[Date Prev][Date Next]
[Chronological]
[Thread]
[Top]
Re: [ldapext] UTF-8 full support in LDIF / LDIF v2
On Mar 23, 2009, at 10:33 PM, Yves Dorfsman wrote:
LDIF primary purpose is for interchange of directory data. Just
adding UTF-8 support doesn't allow for any additional interchange
of information. The UTF-8 change is for secondary purposes, to
allow humans to more easily see what they are interchanging, to
allow humans to directly modify the LDIF.
Good point, but UTF-8 sure helps for debugging ! Diffing base64 is
completely useless.
Also you could argue that the beauty of LDIF is its simplicity for
humans. If we don't care about that aspect, we could completely give
up LDIF, and go with something more complex like an XML format, or
even a binary one.
One of the problems with using UTF-8 directly is that the UTF-8 form
used within the human's editor might be quite different that the UTF-8
form the human desires to store in the directory. Or the human's
editor cannot display any and all sequences of UTF-8 characters, some
of which might not even be well-formed text, as stored in the directory.
There are other issues, such as how to deal with BIDI values.

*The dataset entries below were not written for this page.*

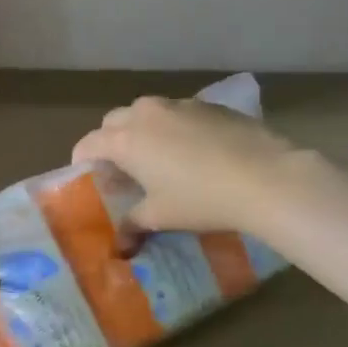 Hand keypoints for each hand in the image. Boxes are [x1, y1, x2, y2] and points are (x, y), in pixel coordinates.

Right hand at [72, 96, 316, 235]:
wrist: (265, 177)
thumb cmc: (200, 199)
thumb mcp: (160, 216)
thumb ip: (133, 223)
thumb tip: (120, 242)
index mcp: (125, 140)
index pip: (88, 144)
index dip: (83, 162)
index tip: (90, 179)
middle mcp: (145, 114)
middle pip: (113, 121)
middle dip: (110, 142)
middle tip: (122, 170)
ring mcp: (179, 104)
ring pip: (146, 112)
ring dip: (142, 131)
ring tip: (157, 158)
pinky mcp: (209, 104)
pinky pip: (177, 112)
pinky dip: (173, 127)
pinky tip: (193, 151) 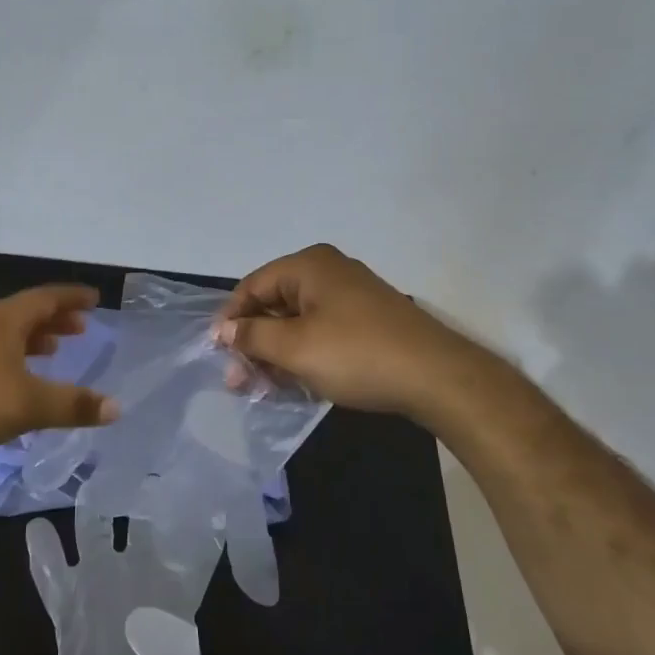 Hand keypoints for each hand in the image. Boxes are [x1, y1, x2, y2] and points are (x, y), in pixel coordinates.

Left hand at [0, 285, 120, 461]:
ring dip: (34, 340)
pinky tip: (19, 385)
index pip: (46, 298)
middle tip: (81, 328)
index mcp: (4, 321)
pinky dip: (15, 362)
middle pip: (26, 314)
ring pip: (7, 336)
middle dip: (55, 319)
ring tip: (55, 351)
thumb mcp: (29, 404)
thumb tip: (116, 407)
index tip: (95, 298)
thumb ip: (73, 404)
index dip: (72, 298)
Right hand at [213, 244, 470, 419]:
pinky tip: (295, 383)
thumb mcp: (295, 348)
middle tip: (239, 380)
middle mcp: (328, 272)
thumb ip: (253, 336)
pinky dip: (303, 354)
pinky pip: (321, 331)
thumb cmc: (357, 355)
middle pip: (274, 303)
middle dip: (253, 342)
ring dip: (276, 353)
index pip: (252, 286)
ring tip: (264, 388)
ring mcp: (351, 295)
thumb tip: (223, 329)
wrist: (436, 377)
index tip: (218, 354)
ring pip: (297, 321)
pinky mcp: (367, 320)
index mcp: (309, 266)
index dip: (231, 319)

While I am sure there are persons in the IETF that have the expertise
to get a UTF-8 LDIF right, I am quite unsure of time/energy/
willingness to contribute to this effort.
I rather spend my time on adding features that do allow for the a
interchange of more directory data. Also LDIF ought to have
similar extensibility as LDAP itself has.
Let's start a list, and see who wants what in/out...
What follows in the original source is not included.